Microbial communities can predict the ecological condition of headwater streams
Hilderbrand, RH; Keller, SR; Laperriere, SM; Santoro, AE; Cessna, J; Trott, R
Humanity's reliance on clean water and the ecosystem services provided makes identifying efficient and effective ways to assess the ecological condition of streams ever more important. We used high throughput sequencing of the 16S rRNA region to explore relationships between stream microbial communities, environmental attributes, and assessments of stream ecological condition. Bacteria and archaea in microbial community samples collected from the water column and from stream sediments during spring and summer were used to replicate standard assessments of ecological condition performed with benthic macroinvertebrate collections via the Benthic Index of Biotic Integrity (BIBI). Microbe-based condition assessments were generated at different levels of taxonomic resolution from phylum to OTU (Operational Taxonomic Units) in order to understand appropriate levels of taxonomic aggregation.

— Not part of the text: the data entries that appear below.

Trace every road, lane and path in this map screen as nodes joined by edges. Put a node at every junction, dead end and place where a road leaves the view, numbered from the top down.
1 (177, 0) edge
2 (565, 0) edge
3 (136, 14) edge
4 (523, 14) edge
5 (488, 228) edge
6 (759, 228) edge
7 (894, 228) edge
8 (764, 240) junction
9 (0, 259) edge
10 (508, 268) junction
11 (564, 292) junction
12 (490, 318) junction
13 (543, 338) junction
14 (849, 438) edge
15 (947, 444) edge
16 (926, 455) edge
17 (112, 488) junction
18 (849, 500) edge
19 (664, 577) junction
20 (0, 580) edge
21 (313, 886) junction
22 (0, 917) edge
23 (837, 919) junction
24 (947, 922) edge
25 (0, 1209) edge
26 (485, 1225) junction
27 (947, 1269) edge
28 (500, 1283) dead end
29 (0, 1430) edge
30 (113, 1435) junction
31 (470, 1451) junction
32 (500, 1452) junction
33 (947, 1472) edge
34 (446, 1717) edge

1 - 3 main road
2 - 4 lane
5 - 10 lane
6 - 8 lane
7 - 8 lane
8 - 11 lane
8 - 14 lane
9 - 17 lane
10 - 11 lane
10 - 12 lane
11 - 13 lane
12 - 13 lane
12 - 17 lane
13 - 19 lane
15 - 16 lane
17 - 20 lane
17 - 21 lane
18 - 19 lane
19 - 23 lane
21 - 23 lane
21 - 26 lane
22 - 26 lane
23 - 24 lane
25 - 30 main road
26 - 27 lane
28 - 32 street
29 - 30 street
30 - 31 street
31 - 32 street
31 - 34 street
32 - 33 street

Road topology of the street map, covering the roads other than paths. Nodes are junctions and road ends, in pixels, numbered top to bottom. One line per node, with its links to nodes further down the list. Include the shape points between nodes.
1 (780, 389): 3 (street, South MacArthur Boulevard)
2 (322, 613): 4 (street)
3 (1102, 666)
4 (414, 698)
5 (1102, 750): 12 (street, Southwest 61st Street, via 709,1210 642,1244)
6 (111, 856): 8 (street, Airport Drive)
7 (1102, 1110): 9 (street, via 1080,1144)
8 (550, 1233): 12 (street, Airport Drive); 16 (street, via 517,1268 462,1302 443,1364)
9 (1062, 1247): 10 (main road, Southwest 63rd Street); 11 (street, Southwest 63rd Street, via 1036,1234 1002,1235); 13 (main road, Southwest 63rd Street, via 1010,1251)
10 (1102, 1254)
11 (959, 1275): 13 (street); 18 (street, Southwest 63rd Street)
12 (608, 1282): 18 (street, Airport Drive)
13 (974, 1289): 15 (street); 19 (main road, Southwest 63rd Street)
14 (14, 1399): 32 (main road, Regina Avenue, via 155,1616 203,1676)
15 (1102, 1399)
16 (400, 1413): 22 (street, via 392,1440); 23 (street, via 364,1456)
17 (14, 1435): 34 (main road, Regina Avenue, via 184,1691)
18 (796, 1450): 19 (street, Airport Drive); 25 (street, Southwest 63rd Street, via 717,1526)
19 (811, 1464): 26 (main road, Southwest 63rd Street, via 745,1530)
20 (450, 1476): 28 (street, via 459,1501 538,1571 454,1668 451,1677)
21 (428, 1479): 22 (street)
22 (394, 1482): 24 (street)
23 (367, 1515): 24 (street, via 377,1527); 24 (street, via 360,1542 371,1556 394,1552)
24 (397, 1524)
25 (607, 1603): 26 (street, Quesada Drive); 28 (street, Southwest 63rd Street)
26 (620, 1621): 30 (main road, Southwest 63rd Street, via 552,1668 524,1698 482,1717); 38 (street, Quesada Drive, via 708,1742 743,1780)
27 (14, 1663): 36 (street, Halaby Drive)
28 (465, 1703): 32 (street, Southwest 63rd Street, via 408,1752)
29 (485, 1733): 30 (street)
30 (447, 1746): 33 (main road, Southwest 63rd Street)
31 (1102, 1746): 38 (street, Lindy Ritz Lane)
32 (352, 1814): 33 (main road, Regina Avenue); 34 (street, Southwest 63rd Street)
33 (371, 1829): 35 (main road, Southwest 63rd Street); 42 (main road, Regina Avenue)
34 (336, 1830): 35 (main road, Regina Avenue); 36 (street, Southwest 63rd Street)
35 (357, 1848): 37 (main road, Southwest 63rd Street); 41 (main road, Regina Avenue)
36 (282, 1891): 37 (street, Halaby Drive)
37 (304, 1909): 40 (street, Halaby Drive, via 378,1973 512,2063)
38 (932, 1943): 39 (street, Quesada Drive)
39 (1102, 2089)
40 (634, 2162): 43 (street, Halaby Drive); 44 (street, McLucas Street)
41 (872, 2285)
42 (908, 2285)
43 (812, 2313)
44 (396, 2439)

Stream sediment microbial communities from both spring and summer were much better than the water column at replicating BIBI condition assessment results. Accuracies were as high as 100% on training data used to build the models and up to 80% on validation data used to assess predictions. Assessments using all OTUs usually had the highest accuracy on training data, but were lower on validation data due to overfitting. In contrast, assessments at the order-level had similar performance accuracy for validation data, and a reduced subset of orders also performed well, suggesting the method could be generalized to other watersheds. Subsets of the important orders responded similarly to environmental gradients compared to the entire community, where strong shifts in community structure occurred for known aquatic stressors such as pH, dissolved organic carbon, and nitrate nitrogen. The results suggest the stream microbes may be useful for assessing the ecological condition of streams and especially useful for stream restorations where many eukaryotic taxa have been eliminated due to prior degradation and are unable to recolonize.